Not investment advice — This page explains mechanics and design trade-offs. It does not recommend any strategy or collateral ratio.
At a glance
A Trove is an on-chain position that bundles collateral and USDHN debt.
Your Trove is an isolated position: liquidation is determined by what’s inside that Trove, not by your wallet’s other assets.
Different collateral types can be separated into collateral branches with their own parameters (ring-fencing risk).
The key safety number is still CR, but the “isolated position” framing helps users reason about risk.
What a Trove actually is (mechanically)
At a high level, a Trove is a stateful on-chain “position record” that tracks:
what collateral you posted (amount + type, depending on branch)

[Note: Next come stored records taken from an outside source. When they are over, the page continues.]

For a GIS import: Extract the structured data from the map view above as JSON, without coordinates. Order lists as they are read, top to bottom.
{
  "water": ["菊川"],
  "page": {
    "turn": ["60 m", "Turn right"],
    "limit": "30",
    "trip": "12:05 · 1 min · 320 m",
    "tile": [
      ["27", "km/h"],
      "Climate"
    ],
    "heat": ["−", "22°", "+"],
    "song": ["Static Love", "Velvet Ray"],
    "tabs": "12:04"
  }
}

how much USDHN you owe (principal + any accrued fees/interest)
a status/lifecycle (opened → adjusted → closed or liquidated)
which collateral branch parameters apply (minimum CR, fees, shutdown rules, etc.)
User-facing consequence:
you can add/withdraw collateral and mint/repay USDHN over time
to close, you must repay the full USDHN debt
Trove as an “isolated position” (mapping to isolated margin)

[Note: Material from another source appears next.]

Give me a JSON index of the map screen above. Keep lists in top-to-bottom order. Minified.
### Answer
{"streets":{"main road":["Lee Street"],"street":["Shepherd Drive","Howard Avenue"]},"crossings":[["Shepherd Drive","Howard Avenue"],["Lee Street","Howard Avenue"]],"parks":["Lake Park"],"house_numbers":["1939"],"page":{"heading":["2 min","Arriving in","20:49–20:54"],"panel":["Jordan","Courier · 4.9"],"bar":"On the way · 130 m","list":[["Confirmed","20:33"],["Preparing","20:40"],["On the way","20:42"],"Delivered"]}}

If you are familiar with exchange trading:
isolated margin means “this position has its own collateral; other balances are not automatically used to save it”
A Trove is similar in that sense:
each Trove’s liquidation risk is determined by its own collateral and its own debt
other assets in your wallet (or other Troves) are not automatically pulled in to prevent liquidation
Concept mapping table (not 1:1)
Isolated margin position
Trove
Trove mints a stable asset; it’s not a perp “position”
Maintenance margin
Minimum CR (MCR)
Defined per collateral branch; shown in UI (values differ by branch)
Liquidation price
UI liquidation price
Usually based on oracle price, not necessarily spot
Borrowed asset
Minted USDHN debt
You “owe USDHN units”; repayment cost depends on USDHN market price
Deleveraging
Repay USDHN / add collateral
Requires on-chain actions and can involve swaps/slippage
Why “not 1:1” matters — A Trove is not a derivatives position. It is a collateralized debt position. The mapping above is only to transfer intuition about risk isolation and liquidation thresholds.

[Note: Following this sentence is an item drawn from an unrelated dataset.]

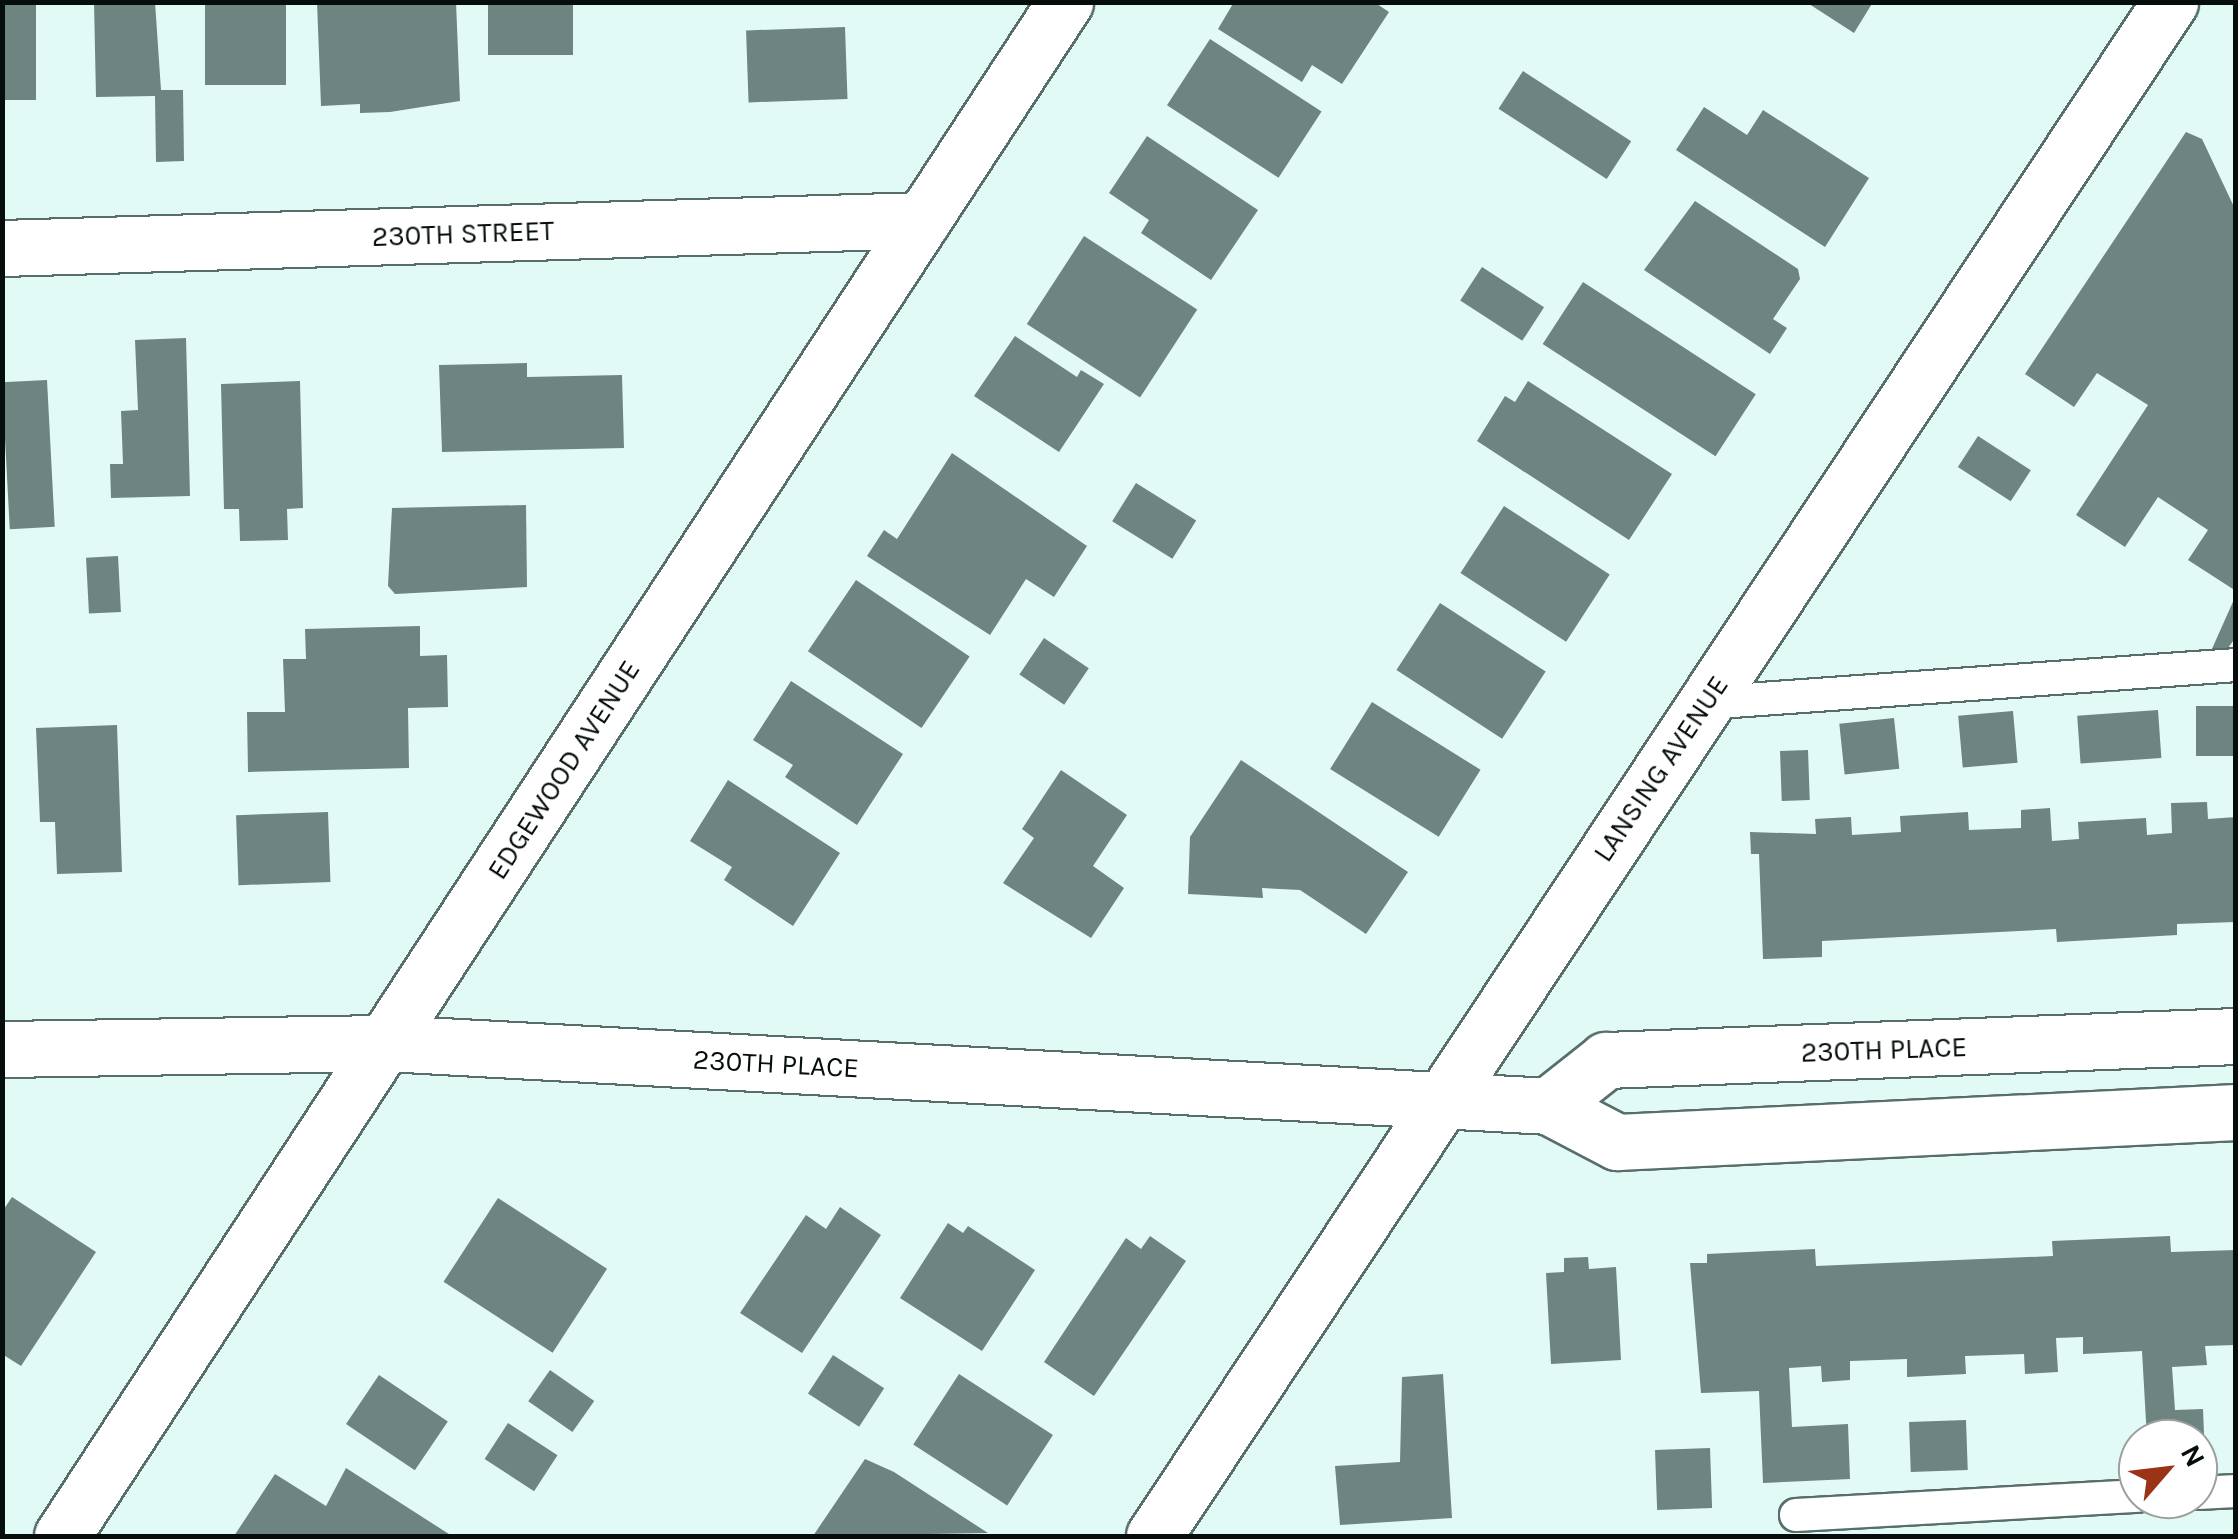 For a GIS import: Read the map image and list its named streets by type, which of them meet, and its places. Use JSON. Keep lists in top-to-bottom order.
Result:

Why design it this way? (advantages)
CDP systems use Troves because they make risk and integrations easier to reason about:
Risk is isolated per position: one risky position does not automatically drain your entire wallet.
You can run multiple risk profiles: e.g., one conservative Trove and one higher-risk Trove, without mixing them.
Parameters can be ring-fenced by collateral branch: different collateral types can have different minimum CRs, fees, and risk controls.
Integration is cleaner: positions can be represented as NFTs and indexed explicitly (ownership, history, health).
No fixed maturity by default: you manage the position over time (subject to protocol rules and safety constraints).
What is not isolated (shared system risks)
Even though a Trove is “isolated” as a position container, some risks are shared across users:
USDHN peg risk: USDHN can trade above/below
$1in markets.Oracle and smart contract risk: if pricing or contracts fail, many positions can be affected.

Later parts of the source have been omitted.